ACTIVITY: Each entry below must appear in the answer exactly as written.

(Collected data)
================================

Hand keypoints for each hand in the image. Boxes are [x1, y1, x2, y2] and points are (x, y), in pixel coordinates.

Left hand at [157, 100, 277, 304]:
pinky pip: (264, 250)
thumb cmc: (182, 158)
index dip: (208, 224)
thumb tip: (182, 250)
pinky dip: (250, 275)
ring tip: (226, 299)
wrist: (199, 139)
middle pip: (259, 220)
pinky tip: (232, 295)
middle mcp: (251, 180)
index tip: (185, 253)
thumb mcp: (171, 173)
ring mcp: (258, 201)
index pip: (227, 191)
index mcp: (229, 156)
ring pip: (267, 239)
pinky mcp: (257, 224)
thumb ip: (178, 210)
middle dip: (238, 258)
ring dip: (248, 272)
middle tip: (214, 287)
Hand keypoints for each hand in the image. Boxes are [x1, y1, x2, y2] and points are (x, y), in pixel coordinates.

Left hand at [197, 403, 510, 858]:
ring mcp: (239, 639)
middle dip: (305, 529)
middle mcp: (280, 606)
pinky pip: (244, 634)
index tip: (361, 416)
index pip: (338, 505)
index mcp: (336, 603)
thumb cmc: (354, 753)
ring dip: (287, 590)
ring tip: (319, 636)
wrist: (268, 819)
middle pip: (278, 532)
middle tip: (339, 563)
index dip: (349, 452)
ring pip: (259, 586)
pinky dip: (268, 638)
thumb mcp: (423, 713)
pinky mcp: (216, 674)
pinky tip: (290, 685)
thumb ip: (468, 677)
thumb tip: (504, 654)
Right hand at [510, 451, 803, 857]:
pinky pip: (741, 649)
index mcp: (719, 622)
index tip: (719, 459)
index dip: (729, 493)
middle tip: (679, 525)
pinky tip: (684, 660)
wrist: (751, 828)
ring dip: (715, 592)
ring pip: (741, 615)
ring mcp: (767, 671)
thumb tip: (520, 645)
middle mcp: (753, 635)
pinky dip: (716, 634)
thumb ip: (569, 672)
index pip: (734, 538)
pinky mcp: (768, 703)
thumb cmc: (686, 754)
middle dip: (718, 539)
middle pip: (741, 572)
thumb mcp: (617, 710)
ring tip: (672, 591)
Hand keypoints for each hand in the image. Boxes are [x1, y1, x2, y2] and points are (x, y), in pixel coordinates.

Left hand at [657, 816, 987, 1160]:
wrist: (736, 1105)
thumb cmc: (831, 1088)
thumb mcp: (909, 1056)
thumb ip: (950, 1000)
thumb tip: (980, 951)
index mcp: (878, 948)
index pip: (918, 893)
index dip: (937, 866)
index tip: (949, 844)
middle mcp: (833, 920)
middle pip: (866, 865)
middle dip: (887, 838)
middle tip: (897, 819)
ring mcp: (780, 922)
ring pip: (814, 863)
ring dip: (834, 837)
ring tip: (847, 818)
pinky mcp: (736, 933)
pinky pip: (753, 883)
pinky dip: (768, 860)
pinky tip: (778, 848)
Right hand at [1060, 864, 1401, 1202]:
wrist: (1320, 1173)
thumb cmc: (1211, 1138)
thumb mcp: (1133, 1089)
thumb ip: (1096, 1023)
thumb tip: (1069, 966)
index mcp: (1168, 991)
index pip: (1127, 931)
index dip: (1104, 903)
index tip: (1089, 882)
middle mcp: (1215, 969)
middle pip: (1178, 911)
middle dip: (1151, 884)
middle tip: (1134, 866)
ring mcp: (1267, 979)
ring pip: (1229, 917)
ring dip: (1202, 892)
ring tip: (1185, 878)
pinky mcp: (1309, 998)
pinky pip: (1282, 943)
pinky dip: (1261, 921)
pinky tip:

================================

REPLY TO THE TASK:
Hand keypoints for each hand in the image. Boxes are [x1, y1, x2, y2] and points are (x, y), in pixel coordinates.

Left hand at [157, 100, 277, 304]:
pinky pip: (264, 250)
thumb cmc: (182, 158)
index dip: (208, 224)
thumb tip: (182, 250)
pinky dip: (250, 275)
ring tip: (226, 299)
wrist: (199, 139)
middle pip: (259, 220)
pinky tip: (232, 295)
middle mcp: (251, 180)
index tip: (185, 253)
thumb mcp: (171, 173)
ring mcp: (258, 201)
index pip: (227, 191)
index mcp: (229, 156)
ring pip: (267, 239)
pinky mcp: (257, 224)
thumb ip: (178, 210)
middle dip: (238, 258)
ring dip: (248, 272)
middle tip: (214, 287)
Hand keypoints for each hand in the image. Boxes are [x1, y1, x2, y2] and points are (x, y), in pixel coordinates.

Left hand at [197, 403, 510, 858]:
ring mcp: (239, 639)
middle dip: (305, 529)
middle mcp: (280, 606)
pinky pip: (244, 634)
index tip: (361, 416)
index pip: (338, 505)
index mcp: (336, 603)
thumb cmc: (354, 753)
ring dip: (287, 590)
ring tip: (319, 636)
wrist: (268, 819)
middle pip: (278, 532)
middle tip: (339, 563)
index dip: (349, 452)
ring pip: (259, 586)
pinky dip: (268, 638)
thumb mcp: (423, 713)
pinky mcp: (216, 674)
pinky tip: (290, 685)
thumb ip: (468, 677)
thumb tip: (504, 654)
Right hand at [510, 451, 803, 857]:
pinky pip: (741, 649)
index mcp: (719, 622)
index tip: (719, 459)
index dip: (729, 493)
middle tip: (679, 525)
pinky tip: (684, 660)
wrist: (751, 828)
ring dip: (715, 592)
ring pip: (741, 615)
ring mcp: (767, 671)
thumb tip: (520, 645)
middle mcp: (753, 635)
pinky dip: (716, 634)
thumb ip: (569, 672)
index pip: (734, 538)
pinky mcp: (768, 703)
thumb cmc: (686, 754)
middle dip: (718, 539)
middle pip: (741, 572)
thumb mcp: (617, 710)
ring tip: (672, 591)
Hand keypoints for each hand in the image. Boxes are [x1, y1, x2, y2] and points are (x, y), in pixel coordinates.

Left hand at [657, 816, 987, 1160]:
wrist: (736, 1105)
thumb cmc: (831, 1088)
thumb mcp: (909, 1056)
thumb ip: (950, 1000)
thumb tip: (980, 951)
index mcp: (878, 948)
index pip: (918, 893)
index dip: (937, 866)
index tip: (949, 844)
middle mcp: (833, 920)
middle pip: (866, 865)
middle dip: (887, 838)
middle tip: (897, 819)
ring mcp: (780, 922)
ring pip: (814, 863)
ring dip: (834, 837)
ring tip: (847, 818)
pinky mcp: (736, 933)
pinky pip: (753, 883)
pinky dip: (768, 860)
pinky tip: (778, 848)
Right hand at [1060, 864, 1401, 1202]:
wrist: (1320, 1173)
thumb cmc: (1211, 1138)
thumb mcp: (1133, 1089)
thumb ip: (1096, 1023)
thumb tip: (1069, 966)
index mcp: (1168, 991)
index pip: (1127, 931)
index dip: (1104, 903)
index tip: (1089, 882)
middle mcp: (1215, 969)
middle pip: (1178, 911)
middle dip: (1151, 884)
middle tip: (1134, 866)
ring mcp: (1267, 979)
ring pip: (1229, 917)
ring dip: (1202, 892)
ring tip: (1185, 878)
pinky mcp: (1309, 998)
pinky pip: (1282, 943)
pinky dip: (1261, 921)
pinky tip:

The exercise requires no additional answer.